Il delta del Gange, una zona tropicale umida, è tra le principali regioni produttrici di riso. Le abbondanti precipitazioni e le temperature calde, come pure la gran quantità di manodopera disponibile, ne fanno un luogo ideale per la coltivazione del riso. Accettiamo l’invito dei nostri amici che abitano in un villaggio di questa regione per vedere di persona come si raccoglie il riso e a quali operazioni viene sottoposto.
La raccolta del riso
L’autobus ci porta fino a Jaidercote, nel Bengala Occidentale, e proseguiamo il viaggio nell’interno con un risciò a tre ruote. Vediamo subito che nelle risaie si lavora alacremente. Non c’è traccia di mietitrebbiatrici qui! Piuttosto padri, figli, zii e fratelli lavorano nelle risaie, tagliando abilmente un fascio di steli per volta con un falcetto. Uno dei mietitori, accorgendosi della macchina fotografica, finisce rapidamente di legare il covone con un filo di paglia e si mette in posa sollevando il covone sopra la testa. Ridiamo per come gli abitanti del villaggio ci tengono a essere fotografati.
I covoni vengono lasciati ad asciugare al sole per un giorno o due. Poi i più giovani della famiglia si danno da fare, portando a casa in equilibrio sulla testa delle biche o cumuli di fruscianti covoni secchi.
Finalmente arriviamo al villaggio. Salutiamo il padrone di casa con un “Come stai, dada?”, che è un termine di rispetto. Il suo sorriso ci assicura che tutto va bene, e notiamo che la moglie scappa via a preparare il tè.

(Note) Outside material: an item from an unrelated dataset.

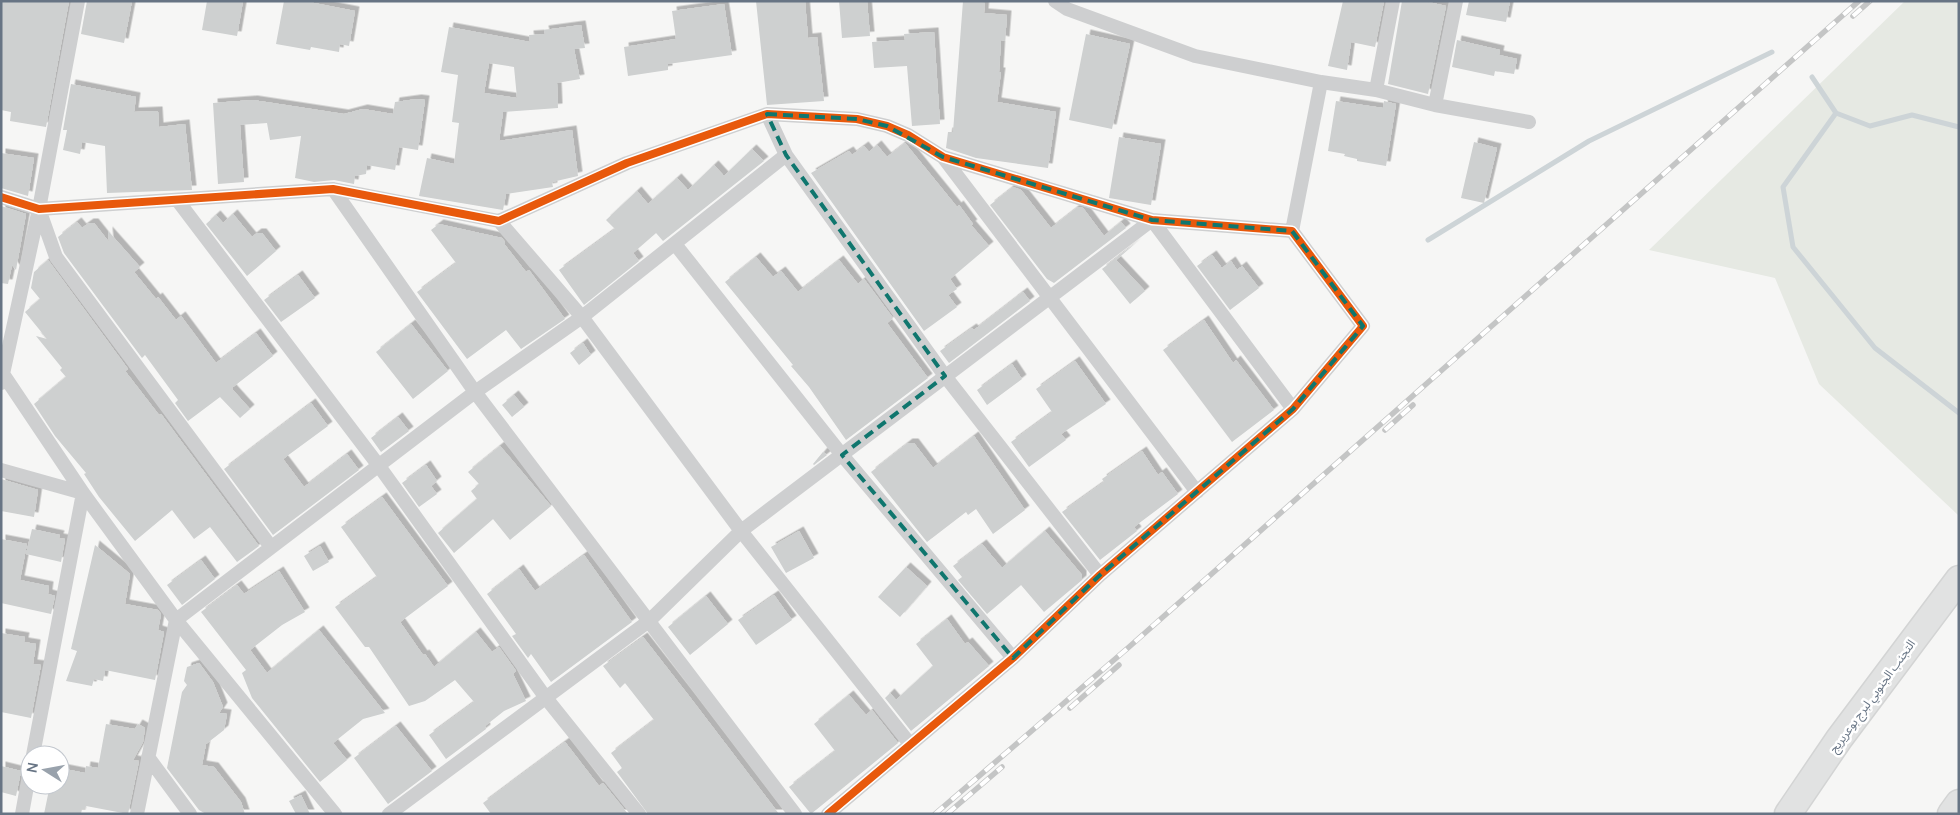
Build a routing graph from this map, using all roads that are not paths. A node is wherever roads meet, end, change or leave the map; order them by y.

Mentre sorseggiamo il tè chiediamo com’è andato il raccolto quest’anno. “Abbastanza bene”, risponde con il tipico riserbo dei contadini, ma poi si lamenta che con i semi ad alto rendimento di cui si è fatto uso negli ultimi anni il terreno viene sfruttato in maniera eccessiva. Dapprima si sono avuti raccolti eccezionali, ma ora le cose sono molto diverse. I concimi chimici necessari per i semi ad alto rendimento costano e lui non se li può permettere.
Trebbiatura e parboiling
Mentre finiamo il nostro spuntino esortiamo la famiglia a continuare il lavoro di mietitura, ciò che siamo venuti a vedere. In questa casa la trebbiatura è già stata fatta. Un po’ più giù lungo il sentiero, nella casa di alcuni vicini, le donne sono indaffarate. Battono ogni covone su una piattaforma di bambù, facendo cadere i granelli attraverso le fessure. La paglia che rimane viene ammucchiata per formare il pagliaio.
Il risone o riso grezzo è ricoperto di un involucro ruvido che è molto difficile da digerire. Quindi per quelli che preferiscono il riso “crudo”, la sola operazione ancora da fare è la sbramatura, o rimozione di questo involucro, e forse un’operazione di pulitura e brillatura, se il prodotto è destinato all’esigente mercato straniero.
Il riso prodotto qui, però, non è per l’esportazione, ma verrà consumato dalle famiglie stesse dei coltivatori. Il cereale viene conservato nel tikri, o silo dal tetto di paglia, della famiglia. La gente del delta del Gange consuma di solito riso parboiled, ma noi prendiamo bonariamente in giro il padrone di casa, consigliandogli di produrre riso “crudo” quest’anno.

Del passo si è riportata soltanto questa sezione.